Your goal :: Exactly as written, please repeat the data that follows, but not the pictures.

--- Exercise data Enclosed Below ---

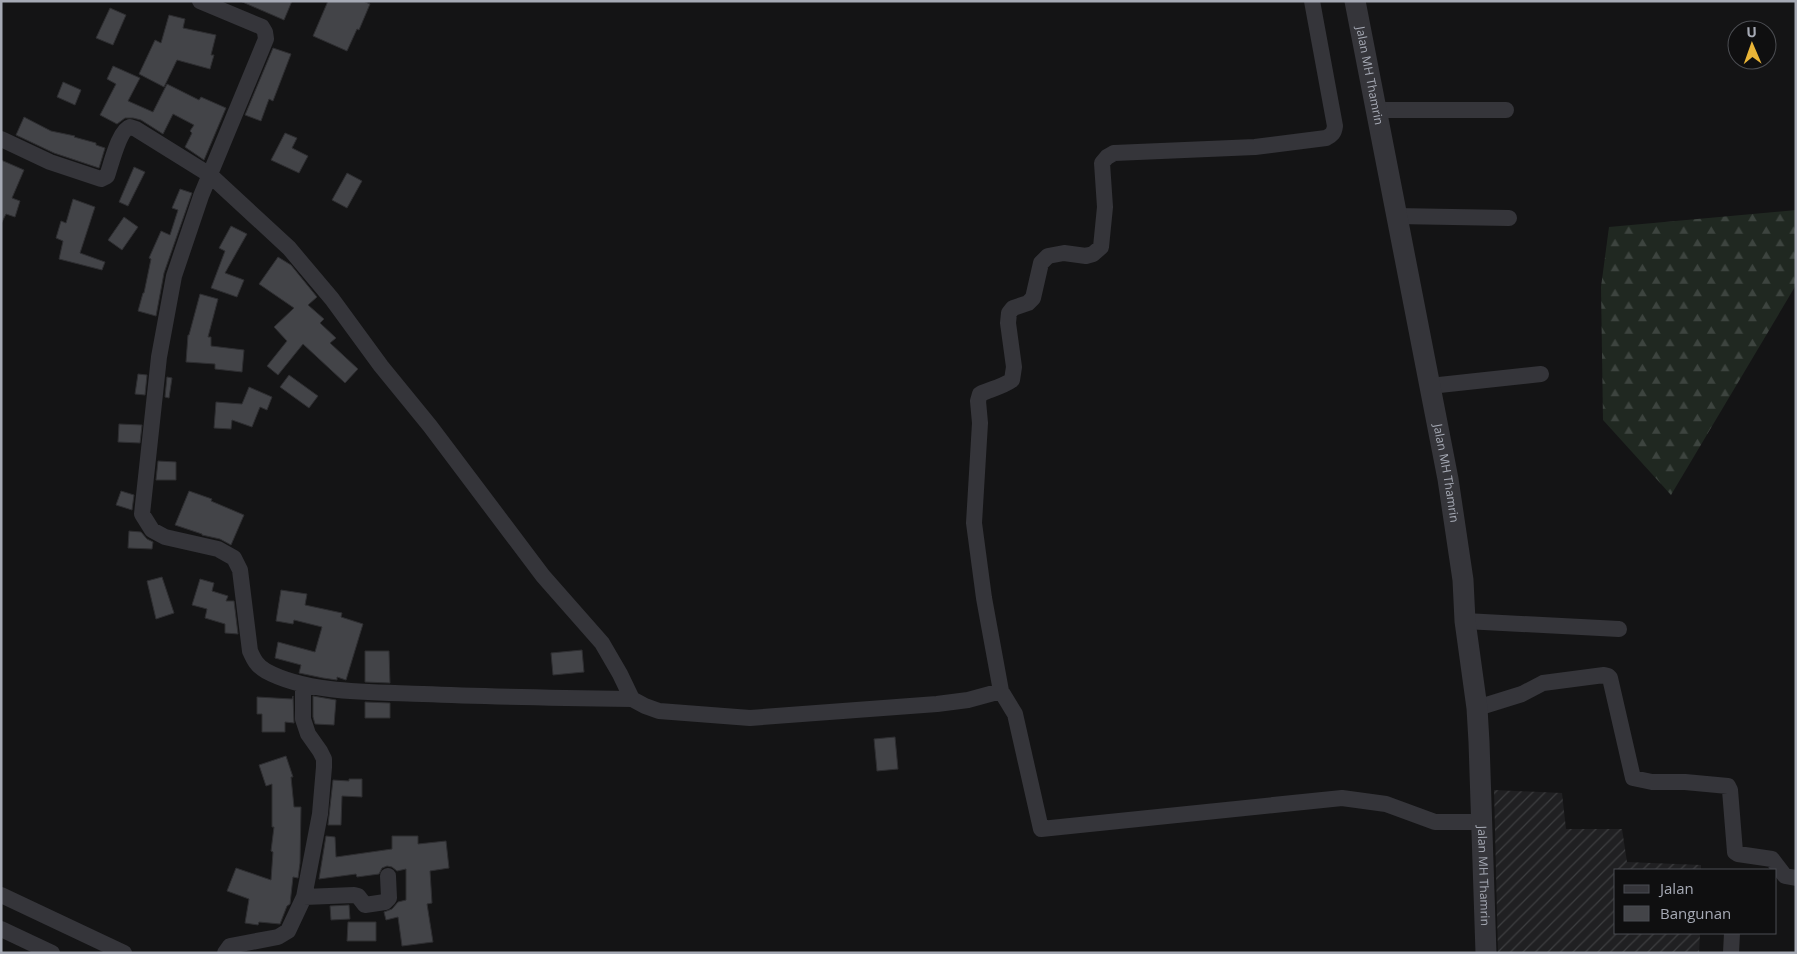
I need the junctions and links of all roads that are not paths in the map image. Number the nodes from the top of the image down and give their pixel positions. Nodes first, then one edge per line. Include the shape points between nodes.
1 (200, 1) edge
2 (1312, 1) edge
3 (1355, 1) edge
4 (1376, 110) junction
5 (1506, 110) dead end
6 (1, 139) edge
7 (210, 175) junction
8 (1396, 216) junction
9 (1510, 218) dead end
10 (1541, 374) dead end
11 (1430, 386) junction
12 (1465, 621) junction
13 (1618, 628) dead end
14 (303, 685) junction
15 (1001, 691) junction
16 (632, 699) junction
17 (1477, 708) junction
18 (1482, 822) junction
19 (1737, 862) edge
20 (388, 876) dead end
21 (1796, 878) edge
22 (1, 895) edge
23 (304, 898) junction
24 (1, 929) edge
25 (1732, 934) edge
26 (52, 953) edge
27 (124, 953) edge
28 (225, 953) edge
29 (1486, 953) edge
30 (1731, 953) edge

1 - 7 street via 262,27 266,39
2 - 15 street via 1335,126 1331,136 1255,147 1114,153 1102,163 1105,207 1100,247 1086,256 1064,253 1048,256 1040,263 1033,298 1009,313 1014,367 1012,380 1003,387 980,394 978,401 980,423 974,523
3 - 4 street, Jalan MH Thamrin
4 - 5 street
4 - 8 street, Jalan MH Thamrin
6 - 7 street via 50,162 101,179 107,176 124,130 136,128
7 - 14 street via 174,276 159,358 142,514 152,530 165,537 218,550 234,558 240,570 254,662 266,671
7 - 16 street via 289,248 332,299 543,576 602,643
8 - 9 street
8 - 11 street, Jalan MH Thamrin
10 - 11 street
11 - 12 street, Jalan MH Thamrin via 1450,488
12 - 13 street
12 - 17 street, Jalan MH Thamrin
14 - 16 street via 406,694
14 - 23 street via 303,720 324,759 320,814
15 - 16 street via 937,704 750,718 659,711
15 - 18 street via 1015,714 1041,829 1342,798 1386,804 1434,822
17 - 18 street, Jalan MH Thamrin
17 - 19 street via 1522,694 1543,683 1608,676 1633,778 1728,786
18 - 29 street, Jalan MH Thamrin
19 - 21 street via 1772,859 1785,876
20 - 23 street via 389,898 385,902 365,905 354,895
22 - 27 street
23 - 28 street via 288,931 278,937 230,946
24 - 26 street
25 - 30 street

--- End of Enclosed Exercise data ---

Response to this task ::
I need the junctions and links of all roads that are not paths in the map image. Number the nodes from the top of the image down and give their pixel positions. Nodes first, then one edge per line. Include the shape points between nodes.
1 (200, 1) edge
2 (1312, 1) edge
3 (1355, 1) edge
4 (1376, 110) junction
5 (1506, 110) dead end
6 (1, 139) edge
7 (210, 175) junction
8 (1396, 216) junction
9 (1510, 218) dead end
10 (1541, 374) dead end
11 (1430, 386) junction
12 (1465, 621) junction
13 (1618, 628) dead end
14 (303, 685) junction
15 (1001, 691) junction
16 (632, 699) junction
17 (1477, 708) junction
18 (1482, 822) junction
19 (1737, 862) edge
20 (388, 876) dead end
21 (1796, 878) edge
22 (1, 895) edge
23 (304, 898) junction
24 (1, 929) edge
25 (1732, 934) edge
26 (52, 953) edge
27 (124, 953) edge
28 (225, 953) edge
29 (1486, 953) edge
30 (1731, 953) edge

1 - 7 street via 262,27 266,39
2 - 15 street via 1335,126 1331,136 1255,147 1114,153 1102,163 1105,207 1100,247 1086,256 1064,253 1048,256 1040,263 1033,298 1009,313 1014,367 1012,380 1003,387 980,394 978,401 980,423 974,523
3 - 4 street, Jalan MH Thamrin
4 - 5 street
4 - 8 street, Jalan MH Thamrin
6 - 7 street via 50,162 101,179 107,176 124,130 136,128
7 - 14 street via 174,276 159,358 142,514 152,530 165,537 218,550 234,558 240,570 254,662 266,671
7 - 16 street via 289,248 332,299 543,576 602,643
8 - 9 street
8 - 11 street, Jalan MH Thamrin
10 - 11 street
11 - 12 street, Jalan MH Thamrin via 1450,488
12 - 13 street
12 - 17 street, Jalan MH Thamrin
14 - 16 street via 406,694
14 - 23 street via 303,720 324,759 320,814
15 - 16 street via 937,704 750,718 659,711
15 - 18 street via 1015,714 1041,829 1342,798 1386,804 1434,822
17 - 18 street, Jalan MH Thamrin
17 - 19 street via 1522,694 1543,683 1608,676 1633,778 1728,786
18 - 29 street, Jalan MH Thamrin
19 - 21 street via 1772,859 1785,876
20 - 23 street via 389,898 385,902 365,905 354,895
22 - 27 street
23 - 28 street via 288,931 278,937 230,946
24 - 26 street
25 - 30 street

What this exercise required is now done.